So, we started watching this set of videos from 23rd Publications, a video series by Kathleen Chesto (btw, if you ever hear her name brought up at a parish, you might be at a liberal parish). I took notes, because I was so incredulous at the shit they were saying, not all of it is bad, which makes the lies even more insidious. More after the jump.
The first video is on baptism. These are disjointed quotes, as close as I can remember them, so I will try to clarify where I can.
-Sacraments - God loved us first and we respond.
-symbols aren't made, they're born. Jesus invested Jewish symbols with new meaning.
-sacraments deepen our friendship with God, they are sources of grace
-having a baby awakens in us the need for community.
-Baptism is not just being free from sin.
-baptism is claiming a solidarity with Christ.
-When the church was persecuted and went underground, you had to have a sponsor that could vouch for your sincerity and that you weren't a Roman spy. When you decided you were ready and the community agreed, you went thru the catechumenate.
-Liturgy comes before theology. Ritual first. Practice becomes tradition, tradition becomes theology when we try to understand it. We ritualize, then we theologize.
-Those who theologize often infuse meaning that the original participants didn't mean or never intended.
-Family baptism didn't start until the 4th century. There were some that thought if you weren't baptized you weren't saved, though the church thought differently.
-practice dictating theology. Baptism became about forgiveness of sin.
-to figure out the theology of baptizing infants, St. Augustine proposed the idea that we are all born with sin (borrowing from St. Cyprian). He didn't know enough of the Church's history to know that we hadn't always baptized infants. St. Augustine taught babies without baptism go to hell. So then developed the idea of limbo.
-For the next 1500 years, that's what the Church taught. This idea persisted until Vatican II.

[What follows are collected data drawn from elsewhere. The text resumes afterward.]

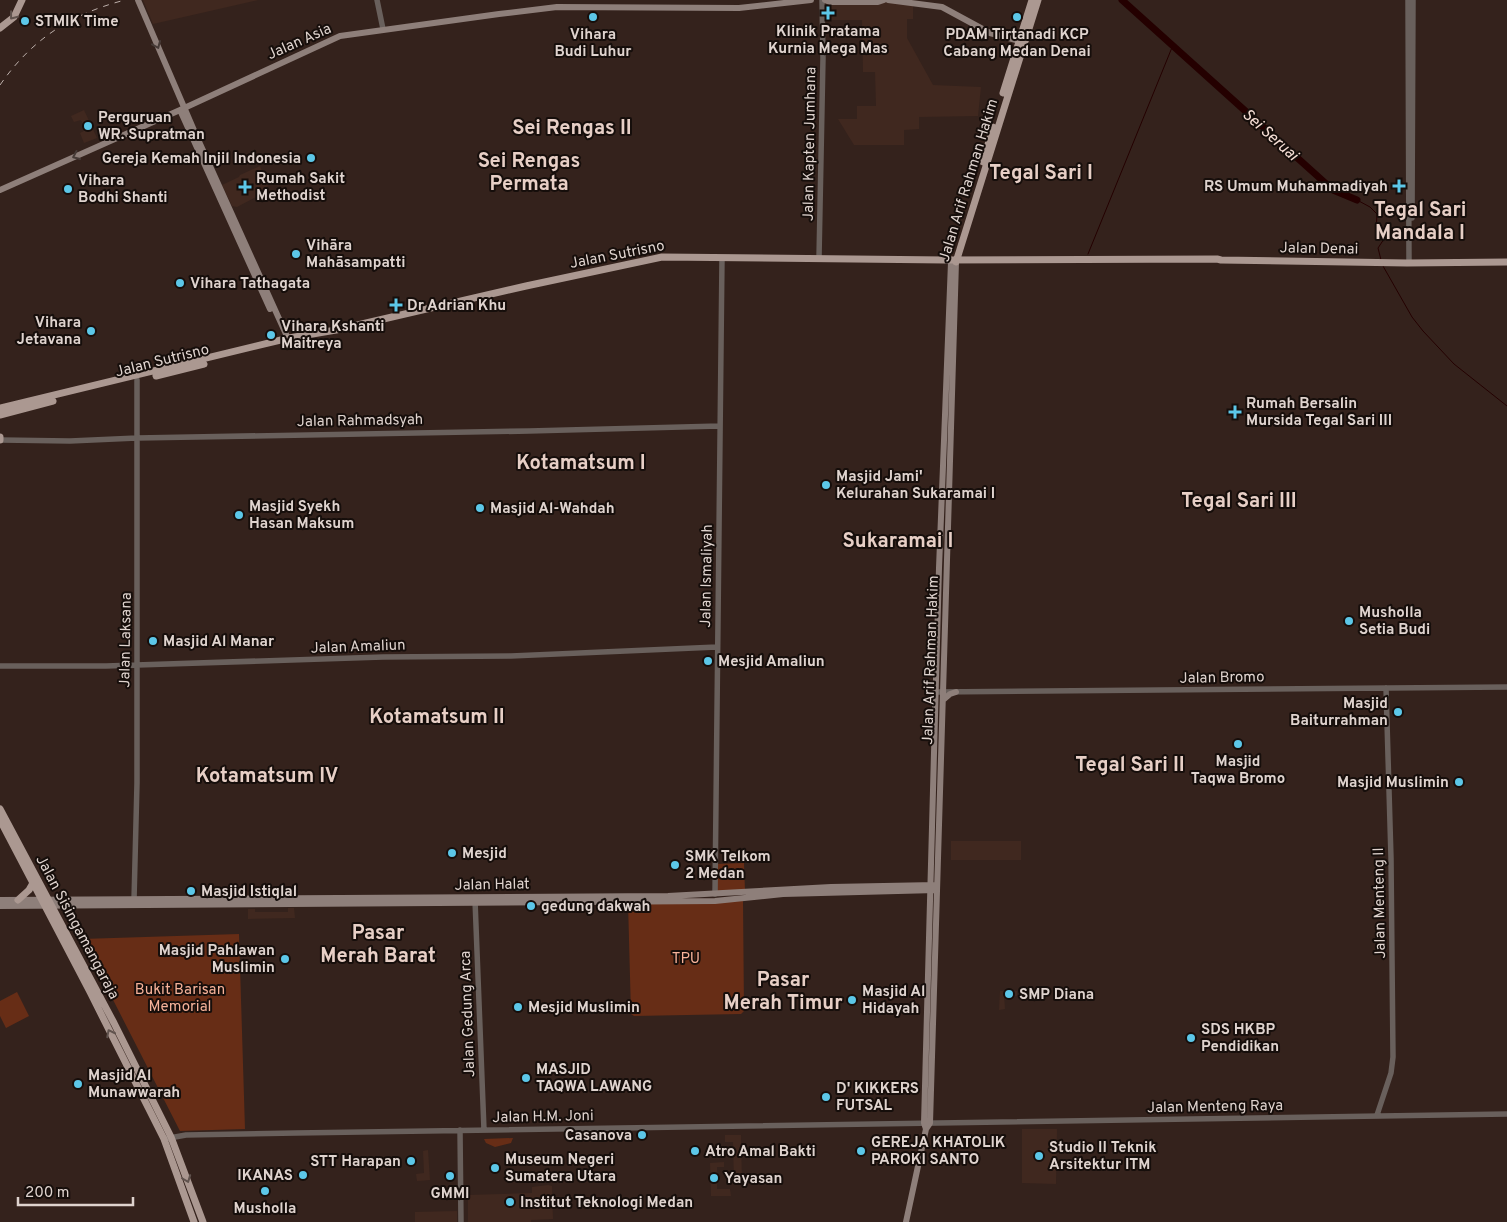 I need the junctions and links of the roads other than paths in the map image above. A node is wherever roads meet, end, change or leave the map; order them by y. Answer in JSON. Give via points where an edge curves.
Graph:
{"nodes":[{"id":1,"x":22,"y":0,"type":"edge"},
{"id":2,"x":138,"y":0,"type":"edge"},
{"id":3,"x":377,"y":0,"type":"edge"},
{"id":4,"x":811,"y":0,"type":"edge"},
{"id":5,"x":824,"y":0,"type":"edge"},
{"id":6,"x":888,"y":0,"type":"edge"},
{"id":7,"x":1032,"y":0,"type":"edge"},
{"id":8,"x":1038,"y":0,"type":"edge"},
{"id":9,"x":1408,"y":0,"type":"edge"},
{"id":10,"x":1413,"y":0,"type":"edge"},
{"id":11,"x":881,"y":1,"type":"edge"},
{"id":12,"x":0,"y":28,"type":"edge"},
{"id":13,"x":383,"y":29,"type":"junction"},
{"id":14,"x":1022,"y":42,"type":"junction"},
{"id":15,"x":178,"y":94,"type":"junction"},
{"id":16,"x":198,"y":102,"type":"junction"},
{"id":17,"x":182,"y":109,"type":"junction"},
{"id":18,"x":0,"y":190,"type":"edge"},
{"id":19,"x":722,"y":258,"type":"junction"},
{"id":20,"x":819,"y":258,"type":"junction"},
{"id":21,"x":952,"y":260,"type":"junction"},
{"id":22,"x":1507,"y":262,"type":"edge"},
{"id":23,"x":1410,"y":263,"type":"junction"},
{"id":24,"x":287,"y":341,"type":"junction"},
{"id":25,"x":137,"y":380,"type":"junction"},
{"id":26,"x":0,"y":408,"type":"edge"},
{"id":27,"x":0,"y":415,"type":"edge"},
{"id":28,"x":720,"y":426,"type":"junction"},
{"id":29,"x":138,"y":438,"type":"junction"},
{"id":30,"x":0,"y":439,"type":"edge"},
{"id":31,"x":717,"y":647,"type":"junction"},
{"id":32,"x":136,"y":664,"type":"junction"},
{"id":33,"x":0,"y":666,"type":"edge"},
{"id":34,"x":1507,"y":687,"type":"edge"},
{"id":35,"x":1386,"y":688,"type":"junction"},
{"id":36,"x":940,"y":692,"type":"junction"},
{"id":37,"x":956,"y":692,"type":"junction"},
{"id":38,"x":943,"y":700,"type":"junction"},
{"id":39,"x":938,"y":760,"type":"junction"},
{"id":40,"x":0,"y":809,"type":"edge"},
{"id":41,"x":0,"y":820,"type":"edge"},
{"id":42,"x":33,"y":883,"type":"junction"},
{"id":43,"x":933,"y":888,"type":"junction"},
{"id":44,"x":715,"y":894,"type":"junction"},
{"id":45,"x":0,"y":900,"type":"edge"},
{"id":46,"x":18,"y":900,"type":"junction"},
{"id":47,"x":134,"y":900,"type":"junction"},
{"id":48,"x":475,"y":900,"type":"junction"},
{"id":49,"x":46,"y":903,"type":"junction"},
{"id":50,"x":0,"y":906,"type":"edge"},
{"id":51,"x":1507,"y":1114,"type":"edge"},
{"id":52,"x":1377,"y":1115,"type":"junction"},
{"id":53,"x":927,"y":1125,"type":"junction"},
{"id":54,"x":460,"y":1130,"type":"junction"},
{"id":55,"x":484,"y":1130,"type":"junction"},
{"id":56,"x":167,"y":1138,"type":"junction"},
{"id":57,"x":194,"y":1222,"type":"edge"},
{"id":58,"x":203,"y":1222,"type":"edge"},
{"id":59,"x":461,"y":1222,"type":"edge"},
{"id":60,"x":906,"y":1222,"type":"edge"}],
"edges":[{"from":1,"to":12,"type":"main road","one_way":true,"via":[[14,17]]},
{"from":2,"to":15,"type":"main road","one_way":true},
{"from":3,"to":13,"type":"street"},
{"from":4,"to":13,"type":"main road","name":"Jalan Asia","via":[[739,8],[557,7]]},
{"from":5,"to":11,"type":"main road"},
{"from":5,"to":20,"type":"street","name":"Jalan Kapten Jumhana"},
{"from":6,"to":14,"type":"main road","via":[[942,7],[990,33]]},
{"from":7,"to":14,"type":"main road","name":"Jalan Arif Rahman Hakim"},
{"from":8,"to":14,"type":"main road","name":"Jalan Arif Rahman Hakim"},
{"from":9,"to":23,"type":"street"},
{"from":10,"to":23,"type":"street"},
{"from":13,"to":16,"type":"main road","name":"Jalan Asia","via":[[340,36]]},
{"from":14,"to":21,"type":"main road","name":"Jalan Arif Rahman Hakim"},
{"from":15,"to":16,"type":"main road","via":[[186,100]]},
{"from":15,"to":17,"type":"main road"},
{"from":16,"to":17,"type":"main road","name":"Jalan Asia"},
{"from":17,"to":18,"type":"main road","name":"Jalan Asia","one_way":true},
{"from":17,"to":24,"type":"main road"},
{"from":19,"to":20,"type":"main road","name":"Jalan Sutrisno"},
{"from":19,"to":24,"type":"main road","name":"Jalan Sutrisno","via":[[662,257],[644,260]]},
{"from":19,"to":28,"type":"street","name":"Jalan Ismaliyah"},
{"from":20,"to":21,"type":"main road","name":"Jalan Sutrisno"},
{"from":21,"to":23,"type":"main road","name":"Jalan Denai"},
{"from":21,"to":36,"type":"main road","name":"Jalan Arif Rahman Hakim"},
{"from":22,"to":23,"type":"main road","name":"Jalan Denai"},
{"from":24,"to":25,"type":"main road","name":"Jalan Sutrisno"},
{"from":24,"to":26,"type":"main road","name":"Jalan Sutrisno"},
{"from":25,"to":27,"type":"main road","name":"Jalan Sutrisno"},
{"from":25,"to":29,"type":"street","name":"Jalan Laksana"},
{"from":28,"to":29,"type":"street","name":"Jalan Rahmadsyah"},
{"from":28,"to":31,"type":"street","name":"Jalan Ismaliyah"},
{"from":29,"to":30,"type":"street","name":"Jalan Rahmadsyah"},
{"from":29,"to":32,"type":"street","name":"Jalan Laksana"},
{"from":31,"to":32,"type":"street","name":"Jalan Amaliun","via":[[511,656]]},
{"from":31,"to":44,"type":"street","name":"Jalan Ismaliyah"},
{"from":32,"to":33,"type":"street","name":"Jalan Amaliun"},
{"from":32,"to":47,"type":"street","name":"Jalan Laksana","via":[[138,783]]},
{"from":34,"to":35,"type":"street","name":"Jalan Bromo"},
{"from":35,"to":37,"type":"street","name":"Jalan Bromo"},
{"from":35,"to":52,"type":"street","name":"Jalan Menteng II","via":[[1393,1064]]},
{"from":36,"to":37,"type":"street","name":"Jalan Bromo"},
{"from":36,"to":38,"type":"main road","name":"Jalan Arif Rahman Hakim"},
{"from":36,"to":39,"type":"main road","name":"Jalan Arif Rahman Hakim"},
{"from":37,"to":38,"type":"main road"},
{"from":38,"to":39,"type":"main road","name":"Jalan Arif Rahman Hakim"},
{"from":39,"to":43,"type":"main road","name":"Jalan Arif Rahman Hakim"},
{"from":40,"to":49,"type":"main road","name":"Jalan Sisingamangaraja"},
{"from":41,"to":42,"type":"main road","name":"Jalan Sisingamangaraja"},
{"from":42,"to":46,"type":"main road"},
{"from":42,"to":49,"type":"main road","name":"Jalan Sisingamangaraja"},
{"from":43,"to":44,"type":"main road","name":"Jalan Halat","via":[[813,888]]},
{"from":43,"to":48,"type":"main road","name":"Jalan Halat","via":[[715,900]]},
{"from":43,"to":53,"type":"main road","name":"Jalan Arif Rahman Hakim"},
{"from":44,"to":48,"type":"main road","name":"Jalan Halat"},
{"from":45,"to":46,"type":"main road"},
{"from":46,"to":49,"type":"main road"},
{"from":47,"to":48,"type":"main road","name":"Jalan Halat"},
{"from":47,"to":49,"type":"main road","name":"Jalan Halat"},
{"from":48,"to":49,"type":"main road","name":"Jalan Halat"},
{"from":48,"to":55,"type":"street","name":"Jalan Gedung Arca"},
{"from":49,"to":50,"type":"main road"},
{"from":49,"to":56,"type":"main road","name":"Jalan Sisingamangaraja"},
{"from":51,"to":52,"type":"street","name":"Jalan Menteng Raya"},
{"from":52,"to":53,"type":"street","name":"Jalan Menteng Raya"},
{"from":53,"to":55,"type":"street","name":"Jalan H.M. Joni"},
{"from":53,"to":60,"type":"main road","name":"Jalan Arif Rahman Hakim"},
{"from":54,"to":55,"type":"street","name":"Jalan H.M. Joni"},
{"from":54,"to":56,"type":"street","name":"Jalan H.M. Joni"},
{"from":54,"to":59,"type":"street"},
{"from":56,"to":57,"type":"main road","name":"Jalan Sisingamangaraja"},
{"from":56,"to":58,"type":"main road","name":"Jalan Sisingamangaraja","one_way":true}]}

-some used to believe that outside the church there is no salvation, but that isn't true.
-Vatican II changed all the wrong theology.

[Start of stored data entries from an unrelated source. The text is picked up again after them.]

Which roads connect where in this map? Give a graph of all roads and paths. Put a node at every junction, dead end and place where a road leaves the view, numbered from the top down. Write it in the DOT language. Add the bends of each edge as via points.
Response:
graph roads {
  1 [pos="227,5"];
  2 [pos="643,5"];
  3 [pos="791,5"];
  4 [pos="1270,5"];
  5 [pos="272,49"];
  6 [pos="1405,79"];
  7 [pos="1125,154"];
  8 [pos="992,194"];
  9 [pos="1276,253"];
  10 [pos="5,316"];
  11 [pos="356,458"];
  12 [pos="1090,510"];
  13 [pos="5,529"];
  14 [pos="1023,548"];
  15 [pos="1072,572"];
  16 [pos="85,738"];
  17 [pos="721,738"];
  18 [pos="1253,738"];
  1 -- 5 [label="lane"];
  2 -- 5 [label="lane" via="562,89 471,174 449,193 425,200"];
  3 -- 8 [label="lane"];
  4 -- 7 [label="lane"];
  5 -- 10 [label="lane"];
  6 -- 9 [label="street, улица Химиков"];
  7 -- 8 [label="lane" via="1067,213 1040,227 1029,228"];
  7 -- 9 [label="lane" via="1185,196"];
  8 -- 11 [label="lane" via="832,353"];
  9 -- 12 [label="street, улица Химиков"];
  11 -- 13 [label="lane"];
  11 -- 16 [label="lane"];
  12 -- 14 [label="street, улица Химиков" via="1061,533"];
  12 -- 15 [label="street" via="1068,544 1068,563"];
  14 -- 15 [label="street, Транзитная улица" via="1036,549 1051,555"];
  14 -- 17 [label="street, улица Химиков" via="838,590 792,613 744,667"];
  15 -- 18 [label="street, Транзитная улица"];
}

-Baptism is a model to raise your child in the faith - a ritual only.
Okay, so some of the comments that were said:
-"I never believed in original sin or limbo anyway, so it's a relief to find out I don't have to."
-"There isn't this urgency to baptize a baby."

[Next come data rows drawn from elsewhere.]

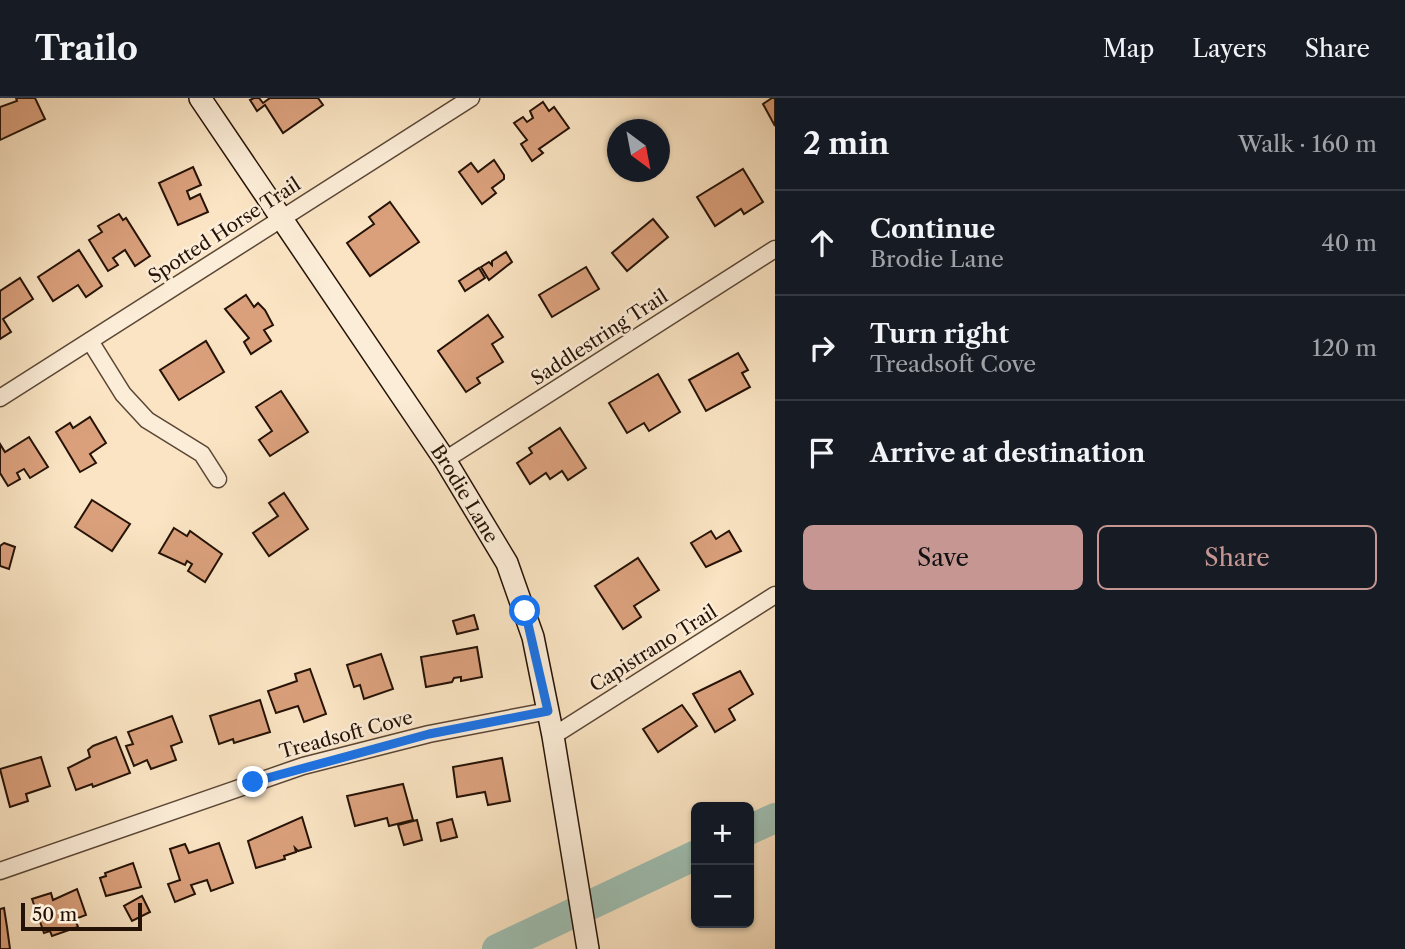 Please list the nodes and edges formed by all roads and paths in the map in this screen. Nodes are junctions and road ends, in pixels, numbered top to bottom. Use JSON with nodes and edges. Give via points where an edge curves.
{"nodes":[{"id":1,"x":200,"y":98,"type":"edge"},
{"id":2,"x":471,"y":98,"type":"edge"},
{"id":3,"x":281,"y":217,"type":"junction"},
{"id":4,"x":775,"y":249,"type":"edge"},
{"id":5,"x":90,"y":341,"type":"junction"},
{"id":6,"x":0,"y":398,"type":"edge"},
{"id":7,"x":445,"y":460,"type":"junction"},
{"id":8,"x":218,"y":479,"type":"dead end"},
{"id":9,"x":775,"y":595,"type":"edge"},
{"id":10,"x":548,"y":711,"type":"junction"},
{"id":11,"x":553,"y":736,"type":"junction"},
{"id":12,"x":0,"y":871,"type":"edge"},
{"id":13,"x":588,"y":947,"type":"edge"}],
"edges":[{"from":1,"to":3,"type":"main road","name":"Brodie Lane"},
{"from":2,"to":3,"type":"street","name":"Spotted Horse Trail"},
{"from":3,"to":5,"type":"street","name":"Spotted Horse Trail"},
{"from":3,"to":7,"type":"main road","name":"Brodie Lane"},
{"from":4,"to":7,"type":"street","name":"Saddlestring Trail"},
{"from":5,"to":6,"type":"street","name":"Spotted Horse Trail"},
{"from":5,"to":8,"type":"street","via":[[123,394],[147,420],[202,454]]},
{"from":7,"to":10,"type":"main road","name":"Brodie Lane","via":[[508,563],[533,637]]},
{"from":9,"to":11,"type":"street","name":"Capistrano Trail"},
{"from":10,"to":11,"type":"main road","name":"Brodie Lane"},
{"from":10,"to":12,"type":"street","name":"Treadsoft Cove","via":[[429,734],[303,766]]},
{"from":11,"to":13,"type":"main road","name":"Brodie Lane"}]}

-"So why doesn't the church correct us baptizing infants? Why does the practice continue?"
-"It's a relief to know that Augustine made up original sin."
-"There's traditions that go back to human inventions, that then they infuse a spiritual meaning to it. Like at the offertory when the priest mixes the water and wine: they used to do that because wine used to be really thick, and water was a way of diluting it. So then after awhile, they infused a spiritual meaning to it, but it's just a human invention." (guess who said that one)
It's so nice to know I won't have to put up with this much longer. Yup, you read that right. I turned in my resignation this week. Now, it's not like I'm quitting today. I'm staying until they can find someone suitable (but no later than December 1). But, I feel so relieved and happy and peaceful. Partly because I won't have to deal with this bullshit anymore.
Oy ve. I can see how that would be difficult to deal with.
ReplyDeleteBTW, I don't know if you've noticed this, but I seem to see a trend where, if someone doesn't want to follow something or doesn't believe in something, they chalk it up to being a cultural/historical phenomenon only. I was reminded of that with that last line about the wine and water, but it often comes up with women's ordination and the like.
Yeah, but only with certain things. Certainly not with deaconnesses that were used because they used to do naked baptisms, and so as to not to scandalize everyone. When they stopped that, they stopped having deaconnesses.